Published in September 2019 by New Zealand-born author Tamsyn Muir, Gideon the Ninth is a speculative fiction novel, the first of the Locked Tomb Trilogy, with features of horror, science fiction, fantasy, and murder mystery. The story follows swordswoman Gideon Nav and her lifelong sworn nemesis and head of state, Harrowhark Nonagesimus, who is a prodigy necromancer specialising in creating and animating monstrous skeleton warriors to fight for her.

The two lead characters openly hate each others guts, to put it mildly, but circumstances force them to cooperate: in a setting reminiscent of the works of Agatha Christie and Vincent Price, they are invited (more like voluntold) to a retreat at an exceedingly lethally haunted house. As other characters start dropping like flies, it falls on Harrow and Gideon to identify the murderer in time to avoid being killed, themselves.

This narrative is an eventual lesbian romance following the classic trope sequence, "enemies to rivals to begrudging allies to friends to lovers." I say "eventual," because most of these steps are taken purely in subtext, with gestures of trust and affection being subtle, rare, and largely taking place later than 70% of the way into the book. These characters are brutally standoffish, vindictive, and have catastrophically valid reasons to despise each other to the death, but neither is allowed to die without the other's permission, and that jealousy within their vicious enmity is the foundation on which more nuanced emotions are able to develop. Readers looking for a sweet and cozy love story are advised to turn away; this author believes in "earn your happy ending" and doesn't mind wringing the reader of every last drop of pathos available.

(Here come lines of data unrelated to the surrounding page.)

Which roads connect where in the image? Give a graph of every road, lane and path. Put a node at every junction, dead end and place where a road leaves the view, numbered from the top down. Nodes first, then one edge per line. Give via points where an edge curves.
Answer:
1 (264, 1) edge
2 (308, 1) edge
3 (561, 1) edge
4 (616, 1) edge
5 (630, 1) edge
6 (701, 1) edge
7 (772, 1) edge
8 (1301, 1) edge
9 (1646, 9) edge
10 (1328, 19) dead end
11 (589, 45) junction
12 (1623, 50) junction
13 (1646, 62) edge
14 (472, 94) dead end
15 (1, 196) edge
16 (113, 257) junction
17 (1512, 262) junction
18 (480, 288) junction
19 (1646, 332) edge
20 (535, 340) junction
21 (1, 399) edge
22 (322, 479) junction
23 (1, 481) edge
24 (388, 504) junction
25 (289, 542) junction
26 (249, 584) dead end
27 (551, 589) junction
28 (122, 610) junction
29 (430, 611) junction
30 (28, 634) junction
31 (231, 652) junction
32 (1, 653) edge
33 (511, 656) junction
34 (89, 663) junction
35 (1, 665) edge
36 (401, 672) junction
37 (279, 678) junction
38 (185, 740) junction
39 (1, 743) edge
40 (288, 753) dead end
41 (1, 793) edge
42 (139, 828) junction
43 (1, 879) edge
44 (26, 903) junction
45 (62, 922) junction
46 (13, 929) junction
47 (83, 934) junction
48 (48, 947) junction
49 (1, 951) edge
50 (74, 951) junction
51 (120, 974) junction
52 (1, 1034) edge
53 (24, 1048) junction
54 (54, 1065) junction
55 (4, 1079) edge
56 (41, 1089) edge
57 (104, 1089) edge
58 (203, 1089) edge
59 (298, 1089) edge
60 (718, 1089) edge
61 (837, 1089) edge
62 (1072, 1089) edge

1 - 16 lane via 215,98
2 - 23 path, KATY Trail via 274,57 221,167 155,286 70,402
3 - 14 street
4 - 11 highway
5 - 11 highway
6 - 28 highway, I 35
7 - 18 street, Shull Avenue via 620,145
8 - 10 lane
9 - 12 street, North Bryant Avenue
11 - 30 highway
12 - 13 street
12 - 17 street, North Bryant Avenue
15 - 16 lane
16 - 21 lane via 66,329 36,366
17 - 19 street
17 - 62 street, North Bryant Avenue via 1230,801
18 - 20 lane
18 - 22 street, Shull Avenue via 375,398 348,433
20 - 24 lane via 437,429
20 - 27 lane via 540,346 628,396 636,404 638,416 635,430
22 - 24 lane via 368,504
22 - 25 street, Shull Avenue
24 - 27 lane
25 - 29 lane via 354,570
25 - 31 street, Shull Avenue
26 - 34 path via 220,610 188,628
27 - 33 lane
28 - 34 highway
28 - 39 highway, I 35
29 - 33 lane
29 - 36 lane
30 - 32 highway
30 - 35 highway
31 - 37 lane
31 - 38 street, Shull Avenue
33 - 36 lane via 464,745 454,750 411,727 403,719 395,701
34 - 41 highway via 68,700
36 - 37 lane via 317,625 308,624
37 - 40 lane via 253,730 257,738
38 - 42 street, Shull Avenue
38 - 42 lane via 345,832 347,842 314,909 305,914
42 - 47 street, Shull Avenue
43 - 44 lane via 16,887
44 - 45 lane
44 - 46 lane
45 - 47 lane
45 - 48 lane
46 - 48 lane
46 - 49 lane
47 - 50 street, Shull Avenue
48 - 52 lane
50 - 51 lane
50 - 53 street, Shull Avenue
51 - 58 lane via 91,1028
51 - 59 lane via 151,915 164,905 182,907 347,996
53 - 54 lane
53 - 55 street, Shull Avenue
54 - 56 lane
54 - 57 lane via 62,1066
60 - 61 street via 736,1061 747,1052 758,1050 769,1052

In return for violently wrenching our heartstrings, Muir gives us a spectacularly fun, snarky, clever novel, which smoothly paves the way for its sequel, Harrow the Ninth, to release in June 2020. The sword dueling scenes are brilliant; the necromantic combat is top-notch for gruesome imagery and tense action; the supporting cast are diverse and complicated personalities with believable relationships and motivations, that make the mystery plot very satisfying to attempt to unpack. The mystery is not the kind which the audience has enough information to solve - there is no Sherlocking your way through this one, on the clues given, and the third-person narrator is not omniscient, instead adhering strictly to Gideon's frame of reference - but it's still enjoyable to make guesses at which characters to trust, and which to find suspicious and threatening.

This is a book I can unequivocally and gleefully recommend to anybody who enjoys a good murder mystery, a rich and well-developed sci-magic system, a nemeses-to-allies plot, or the premise of a haunted house in space. I am only burdened by the miserable knowledge I'll have to wait a year for the next installment.